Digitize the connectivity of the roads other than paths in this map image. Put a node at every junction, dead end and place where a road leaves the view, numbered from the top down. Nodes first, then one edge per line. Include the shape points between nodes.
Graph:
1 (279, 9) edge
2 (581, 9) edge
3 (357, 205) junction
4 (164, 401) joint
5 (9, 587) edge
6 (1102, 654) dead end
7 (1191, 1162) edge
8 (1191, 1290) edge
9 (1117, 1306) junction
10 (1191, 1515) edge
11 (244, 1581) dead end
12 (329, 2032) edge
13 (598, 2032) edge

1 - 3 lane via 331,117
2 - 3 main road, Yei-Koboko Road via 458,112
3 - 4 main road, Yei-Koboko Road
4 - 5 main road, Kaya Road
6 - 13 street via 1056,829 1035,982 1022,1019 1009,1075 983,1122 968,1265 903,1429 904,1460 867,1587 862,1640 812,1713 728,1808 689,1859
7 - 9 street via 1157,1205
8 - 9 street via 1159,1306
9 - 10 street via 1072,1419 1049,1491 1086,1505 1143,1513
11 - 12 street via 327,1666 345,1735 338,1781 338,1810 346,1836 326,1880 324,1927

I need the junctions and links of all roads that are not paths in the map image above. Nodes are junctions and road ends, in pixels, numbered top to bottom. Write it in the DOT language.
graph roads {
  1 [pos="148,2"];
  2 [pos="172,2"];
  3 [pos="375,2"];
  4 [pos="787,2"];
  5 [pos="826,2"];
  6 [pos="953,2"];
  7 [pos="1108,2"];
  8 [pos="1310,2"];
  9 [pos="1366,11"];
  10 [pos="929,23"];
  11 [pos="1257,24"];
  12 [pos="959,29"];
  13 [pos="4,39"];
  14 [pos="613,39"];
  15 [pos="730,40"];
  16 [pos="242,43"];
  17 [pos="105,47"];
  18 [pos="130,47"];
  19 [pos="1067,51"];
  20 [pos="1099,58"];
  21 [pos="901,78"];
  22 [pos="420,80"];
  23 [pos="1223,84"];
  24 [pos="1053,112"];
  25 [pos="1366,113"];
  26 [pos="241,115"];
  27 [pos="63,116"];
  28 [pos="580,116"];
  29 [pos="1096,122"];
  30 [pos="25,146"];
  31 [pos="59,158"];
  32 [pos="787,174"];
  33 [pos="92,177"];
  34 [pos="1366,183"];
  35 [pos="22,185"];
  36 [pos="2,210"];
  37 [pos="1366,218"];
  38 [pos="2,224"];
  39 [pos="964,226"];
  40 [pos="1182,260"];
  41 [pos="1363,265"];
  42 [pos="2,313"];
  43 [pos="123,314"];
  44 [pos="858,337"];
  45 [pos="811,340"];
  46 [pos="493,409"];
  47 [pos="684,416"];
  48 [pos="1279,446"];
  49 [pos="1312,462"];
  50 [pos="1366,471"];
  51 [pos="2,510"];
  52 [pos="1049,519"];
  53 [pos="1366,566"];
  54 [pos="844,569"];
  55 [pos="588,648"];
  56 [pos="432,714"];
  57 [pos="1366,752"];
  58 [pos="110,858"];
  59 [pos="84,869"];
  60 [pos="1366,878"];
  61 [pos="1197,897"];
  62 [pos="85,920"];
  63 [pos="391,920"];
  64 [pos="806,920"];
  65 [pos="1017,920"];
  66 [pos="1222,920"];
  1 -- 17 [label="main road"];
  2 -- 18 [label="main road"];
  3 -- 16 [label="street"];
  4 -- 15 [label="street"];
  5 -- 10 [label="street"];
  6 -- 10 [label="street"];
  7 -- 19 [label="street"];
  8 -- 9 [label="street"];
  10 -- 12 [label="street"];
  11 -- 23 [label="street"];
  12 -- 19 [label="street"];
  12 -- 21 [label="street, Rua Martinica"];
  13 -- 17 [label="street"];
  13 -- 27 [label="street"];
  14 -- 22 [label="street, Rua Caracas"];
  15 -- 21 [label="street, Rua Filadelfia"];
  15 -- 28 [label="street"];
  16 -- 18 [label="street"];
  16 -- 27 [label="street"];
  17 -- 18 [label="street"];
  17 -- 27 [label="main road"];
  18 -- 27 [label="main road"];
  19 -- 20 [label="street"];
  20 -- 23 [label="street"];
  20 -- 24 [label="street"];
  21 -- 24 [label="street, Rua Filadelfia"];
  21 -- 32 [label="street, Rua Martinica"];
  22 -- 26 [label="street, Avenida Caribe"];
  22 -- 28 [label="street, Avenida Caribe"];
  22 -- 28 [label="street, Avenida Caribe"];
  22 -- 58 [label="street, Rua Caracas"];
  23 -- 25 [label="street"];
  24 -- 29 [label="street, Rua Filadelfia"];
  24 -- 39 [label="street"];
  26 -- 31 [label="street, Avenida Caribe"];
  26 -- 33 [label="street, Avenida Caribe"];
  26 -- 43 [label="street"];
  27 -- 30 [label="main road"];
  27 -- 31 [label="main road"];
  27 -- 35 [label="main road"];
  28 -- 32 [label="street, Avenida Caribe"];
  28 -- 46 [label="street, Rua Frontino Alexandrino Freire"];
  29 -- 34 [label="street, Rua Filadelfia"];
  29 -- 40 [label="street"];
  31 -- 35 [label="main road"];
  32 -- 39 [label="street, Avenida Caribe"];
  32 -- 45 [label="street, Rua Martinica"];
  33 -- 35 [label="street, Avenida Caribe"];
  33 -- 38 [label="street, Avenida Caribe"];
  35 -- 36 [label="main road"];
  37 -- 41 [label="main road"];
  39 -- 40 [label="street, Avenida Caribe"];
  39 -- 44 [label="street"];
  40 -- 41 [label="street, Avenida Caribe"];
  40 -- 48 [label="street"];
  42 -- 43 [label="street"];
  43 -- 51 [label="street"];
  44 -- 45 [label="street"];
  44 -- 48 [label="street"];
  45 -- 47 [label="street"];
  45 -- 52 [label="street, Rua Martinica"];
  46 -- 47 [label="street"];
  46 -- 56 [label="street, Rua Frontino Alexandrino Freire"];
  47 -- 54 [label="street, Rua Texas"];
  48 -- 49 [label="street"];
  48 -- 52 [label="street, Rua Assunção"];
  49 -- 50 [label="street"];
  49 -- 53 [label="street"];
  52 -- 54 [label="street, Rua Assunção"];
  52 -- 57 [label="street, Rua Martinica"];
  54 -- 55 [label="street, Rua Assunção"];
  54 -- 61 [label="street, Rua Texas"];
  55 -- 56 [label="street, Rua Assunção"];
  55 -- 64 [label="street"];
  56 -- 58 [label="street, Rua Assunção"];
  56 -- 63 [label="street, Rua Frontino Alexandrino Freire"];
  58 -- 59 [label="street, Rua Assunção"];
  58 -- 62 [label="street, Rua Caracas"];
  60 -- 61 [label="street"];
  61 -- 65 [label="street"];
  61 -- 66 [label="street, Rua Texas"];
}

# # # #

__WORK ORDER__. Print the complete listing again, exactly as it stands.

__ANSWER TO THIS EXERCISE__.
Digitize the connectivity of the roads other than paths in this map image. Put a node at every junction, dead end and place where a road leaves the view, numbered from the top down. Nodes first, then one edge per line. Include the shape points between nodes.
Graph:
1 (279, 9) edge
2 (581, 9) edge
3 (357, 205) junction
4 (164, 401) joint
5 (9, 587) edge
6 (1102, 654) dead end
7 (1191, 1162) edge
8 (1191, 1290) edge
9 (1117, 1306) junction
10 (1191, 1515) edge
11 (244, 1581) dead end
12 (329, 2032) edge
13 (598, 2032) edge

1 - 3 lane via 331,117
2 - 3 main road, Yei-Koboko Road via 458,112
3 - 4 main road, Yei-Koboko Road
4 - 5 main road, Kaya Road
6 - 13 street via 1056,829 1035,982 1022,1019 1009,1075 983,1122 968,1265 903,1429 904,1460 867,1587 862,1640 812,1713 728,1808 689,1859
7 - 9 street via 1157,1205
8 - 9 street via 1159,1306
9 - 10 street via 1072,1419 1049,1491 1086,1505 1143,1513
11 - 12 street via 327,1666 345,1735 338,1781 338,1810 346,1836 326,1880 324,1927

I need the junctions and links of all roads that are not paths in the map image above. Nodes are junctions and road ends, in pixels, numbered top to bottom. Write it in the DOT language.
graph roads {
  1 [pos="148,2"];
  2 [pos="172,2"];
  3 [pos="375,2"];
  4 [pos="787,2"];
  5 [pos="826,2"];
  6 [pos="953,2"];
  7 [pos="1108,2"];
  8 [pos="1310,2"];
  9 [pos="1366,11"];
  10 [pos="929,23"];
  11 [pos="1257,24"];
  12 [pos="959,29"];
  13 [pos="4,39"];
  14 [pos="613,39"];
  15 [pos="730,40"];
  16 [pos="242,43"];
  17 [pos="105,47"];
  18 [pos="130,47"];
  19 [pos="1067,51"];
  20 [pos="1099,58"];
  21 [pos="901,78"];
  22 [pos="420,80"];
  23 [pos="1223,84"];
  24 [pos="1053,112"];
  25 [pos="1366,113"];
  26 [pos="241,115"];
  27 [pos="63,116"];
  28 [pos="580,116"];
  29 [pos="1096,122"];
  30 [pos="25,146"];
  31 [pos="59,158"];
  32 [pos="787,174"];
  33 [pos="92,177"];
  34 [pos="1366,183"];
  35 [pos="22,185"];
  36 [pos="2,210"];
  37 [pos="1366,218"];
  38 [pos="2,224"];
  39 [pos="964,226"];
  40 [pos="1182,260"];
  41 [pos="1363,265"];
  42 [pos="2,313"];
  43 [pos="123,314"];
  44 [pos="858,337"];
  45 [pos="811,340"];
  46 [pos="493,409"];
  47 [pos="684,416"];
  48 [pos="1279,446"];
  49 [pos="1312,462"];
  50 [pos="1366,471"];
  51 [pos="2,510"];
  52 [pos="1049,519"];
  53 [pos="1366,566"];
  54 [pos="844,569"];
  55 [pos="588,648"];
  56 [pos="432,714"];
  57 [pos="1366,752"];
  58 [pos="110,858"];
  59 [pos="84,869"];
  60 [pos="1366,878"];
  61 [pos="1197,897"];
  62 [pos="85,920"];
  63 [pos="391,920"];
  64 [pos="806,920"];
  65 [pos="1017,920"];
  66 [pos="1222,920"];
  1 -- 17 [label="main road"];
  2 -- 18 [label="main road"];
  3 -- 16 [label="street"];
  4 -- 15 [label="street"];
  5 -- 10 [label="street"];
  6 -- 10 [label="street"];
  7 -- 19 [label="street"];
  8 -- 9 [label="street"];
  10 -- 12 [label="street"];
  11 -- 23 [label="street"];
  12 -- 19 [label="street"];
  12 -- 21 [label="street, Rua Martinica"];
  13 -- 17 [label="street"];
  13 -- 27 [label="street"];
  14 -- 22 [label="street, Rua Caracas"];
  15 -- 21 [label="street, Rua Filadelfia"];
  15 -- 28 [label="street"];
  16 -- 18 [label="street"];
  16 -- 27 [label="street"];
  17 -- 18 [label="street"];
  17 -- 27 [label="main road"];
  18 -- 27 [label="main road"];
  19 -- 20 [label="street"];
  20 -- 23 [label="street"];
  20 -- 24 [label="street"];
  21 -- 24 [label="street, Rua Filadelfia"];
  21 -- 32 [label="street, Rua Martinica"];
  22 -- 26 [label="street, Avenida Caribe"];
  22 -- 28 [label="street, Avenida Caribe"];
  22 -- 28 [label="street, Avenida Caribe"];
  22 -- 58 [label="street, Rua Caracas"];
  23 -- 25 [label="street"];
  24 -- 29 [label="street, Rua Filadelfia"];
  24 -- 39 [label="street"];
  26 -- 31 [label="street, Avenida Caribe"];
  26 -- 33 [label="street, Avenida Caribe"];
  26 -- 43 [label="street"];
  27 -- 30 [label="main road"];
  27 -- 31 [label="main road"];
  27 -- 35 [label="main road"];
  28 -- 32 [label="street, Avenida Caribe"];
  28 -- 46 [label="street, Rua Frontino Alexandrino Freire"];
  29 -- 34 [label="street, Rua Filadelfia"];
  29 -- 40 [label="street"];
  31 -- 35 [label="main road"];
  32 -- 39 [label="street, Avenida Caribe"];
  32 -- 45 [label="street, Rua Martinica"];
  33 -- 35 [label="street, Avenida Caribe"];
  33 -- 38 [label="street, Avenida Caribe"];
  35 -- 36 [label="main road"];
  37 -- 41 [label="main road"];
  39 -- 40 [label="street, Avenida Caribe"];
  39 -- 44 [label="street"];
  40 -- 41 [label="street, Avenida Caribe"];
  40 -- 48 [label="street"];
  42 -- 43 [label="street"];
  43 -- 51 [label="street"];
  44 -- 45 [label="street"];
  44 -- 48 [label="street"];
  45 -- 47 [label="street"];
  45 -- 52 [label="street, Rua Martinica"];
  46 -- 47 [label="street"];
  46 -- 56 [label="street, Rua Frontino Alexandrino Freire"];
  47 -- 54 [label="street, Rua Texas"];
  48 -- 49 [label="street"];
  48 -- 52 [label="street, Rua Assunção"];
  49 -- 50 [label="street"];
  49 -- 53 [label="street"];
  52 -- 54 [label="street, Rua Assunção"];
  52 -- 57 [label="street, Rua Martinica"];
  54 -- 55 [label="street, Rua Assunção"];
  54 -- 61 [label="street, Rua Texas"];
  55 -- 56 [label="street, Rua Assunção"];
  55 -- 64 [label="street"];
  56 -- 58 [label="street, Rua Assunção"];
  56 -- 63 [label="street, Rua Frontino Alexandrino Freire"];
  58 -- 59 [label="street, Rua Assunção"];
  58 -- 62 [label="street, Rua Caracas"];
  60 -- 61 [label="street"];
  61 -- 65 [label="street"];
  61 -- 66 [label="street, Rua Texas"];
}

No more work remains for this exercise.